*** Opening of Given information ***

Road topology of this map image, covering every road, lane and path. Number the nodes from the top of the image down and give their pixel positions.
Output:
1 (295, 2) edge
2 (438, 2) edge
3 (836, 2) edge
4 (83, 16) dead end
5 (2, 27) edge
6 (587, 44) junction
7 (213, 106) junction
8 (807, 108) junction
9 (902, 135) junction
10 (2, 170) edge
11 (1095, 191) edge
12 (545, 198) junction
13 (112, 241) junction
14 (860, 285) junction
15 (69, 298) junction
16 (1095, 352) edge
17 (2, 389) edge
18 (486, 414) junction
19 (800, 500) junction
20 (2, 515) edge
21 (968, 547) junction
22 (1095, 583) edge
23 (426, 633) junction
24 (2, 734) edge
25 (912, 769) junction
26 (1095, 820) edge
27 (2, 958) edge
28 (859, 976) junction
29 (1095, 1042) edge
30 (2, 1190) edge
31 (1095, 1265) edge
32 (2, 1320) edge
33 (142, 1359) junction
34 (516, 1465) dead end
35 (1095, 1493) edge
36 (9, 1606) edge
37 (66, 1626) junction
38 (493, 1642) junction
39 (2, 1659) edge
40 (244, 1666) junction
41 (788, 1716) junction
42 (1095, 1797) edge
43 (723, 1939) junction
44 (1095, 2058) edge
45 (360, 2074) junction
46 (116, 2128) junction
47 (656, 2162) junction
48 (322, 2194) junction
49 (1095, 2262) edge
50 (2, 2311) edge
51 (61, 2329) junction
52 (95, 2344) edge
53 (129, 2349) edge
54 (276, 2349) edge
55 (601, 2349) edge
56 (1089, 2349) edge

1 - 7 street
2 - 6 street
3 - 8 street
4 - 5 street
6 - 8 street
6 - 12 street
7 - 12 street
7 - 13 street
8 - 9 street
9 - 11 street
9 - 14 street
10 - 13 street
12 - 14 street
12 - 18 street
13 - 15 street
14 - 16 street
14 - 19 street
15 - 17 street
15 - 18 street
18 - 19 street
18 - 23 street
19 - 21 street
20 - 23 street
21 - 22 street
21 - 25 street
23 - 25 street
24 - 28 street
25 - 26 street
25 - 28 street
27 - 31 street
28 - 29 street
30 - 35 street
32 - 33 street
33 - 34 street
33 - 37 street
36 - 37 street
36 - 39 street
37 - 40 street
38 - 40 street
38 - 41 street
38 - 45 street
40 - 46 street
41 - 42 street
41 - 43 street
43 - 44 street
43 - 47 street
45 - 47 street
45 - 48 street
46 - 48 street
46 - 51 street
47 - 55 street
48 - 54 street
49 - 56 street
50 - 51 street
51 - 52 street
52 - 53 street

*** Close of Given information ***

** What to work on **
Transcribe each entry above exactly as it reads.

** Response for this exercise **
Road topology of this map image, covering every road, lane and path. Number the nodes from the top of the image down and give their pixel positions.
Output:
1 (295, 2) edge
2 (438, 2) edge
3 (836, 2) edge
4 (83, 16) dead end
5 (2, 27) edge
6 (587, 44) junction
7 (213, 106) junction
8 (807, 108) junction
9 (902, 135) junction
10 (2, 170) edge
11 (1095, 191) edge
12 (545, 198) junction
13 (112, 241) junction
14 (860, 285) junction
15 (69, 298) junction
16 (1095, 352) edge
17 (2, 389) edge
18 (486, 414) junction
19 (800, 500) junction
20 (2, 515) edge
21 (968, 547) junction
22 (1095, 583) edge
23 (426, 633) junction
24 (2, 734) edge
25 (912, 769) junction
26 (1095, 820) edge
27 (2, 958) edge
28 (859, 976) junction
29 (1095, 1042) edge
30 (2, 1190) edge
31 (1095, 1265) edge
32 (2, 1320) edge
33 (142, 1359) junction
34 (516, 1465) dead end
35 (1095, 1493) edge
36 (9, 1606) edge
37 (66, 1626) junction
38 (493, 1642) junction
39 (2, 1659) edge
40 (244, 1666) junction
41 (788, 1716) junction
42 (1095, 1797) edge
43 (723, 1939) junction
44 (1095, 2058) edge
45 (360, 2074) junction
46 (116, 2128) junction
47 (656, 2162) junction
48 (322, 2194) junction
49 (1095, 2262) edge
50 (2, 2311) edge
51 (61, 2329) junction
52 (95, 2344) edge
53 (129, 2349) edge
54 (276, 2349) edge
55 (601, 2349) edge
56 (1089, 2349) edge

1 - 7 street
2 - 6 street
3 - 8 street
4 - 5 street
6 - 8 street
6 - 12 street
7 - 12 street
7 - 13 street
8 - 9 street
9 - 11 street
9 - 14 street
10 - 13 street
12 - 14 street
12 - 18 street
13 - 15 street
14 - 16 street
14 - 19 street
15 - 17 street
15 - 18 street
18 - 19 street
18 - 23 street
19 - 21 street
20 - 23 street
21 - 22 street
21 - 25 street
23 - 25 street
24 - 28 street
25 - 26 street
25 - 28 street
27 - 31 street
28 - 29 street
30 - 35 street
32 - 33 street
33 - 34 street
33 - 37 street
36 - 37 street
36 - 39 street
37 - 40 street
38 - 40 street
38 - 41 street
38 - 45 street
40 - 46 street
41 - 42 street
41 - 43 street
43 - 44 street
43 - 47 street
45 - 47 street
45 - 48 street
46 - 48 street
46 - 51 street
47 - 55 street
48 - 54 street
49 - 56 street
50 - 51 street
51 - 52 street
52 - 53 street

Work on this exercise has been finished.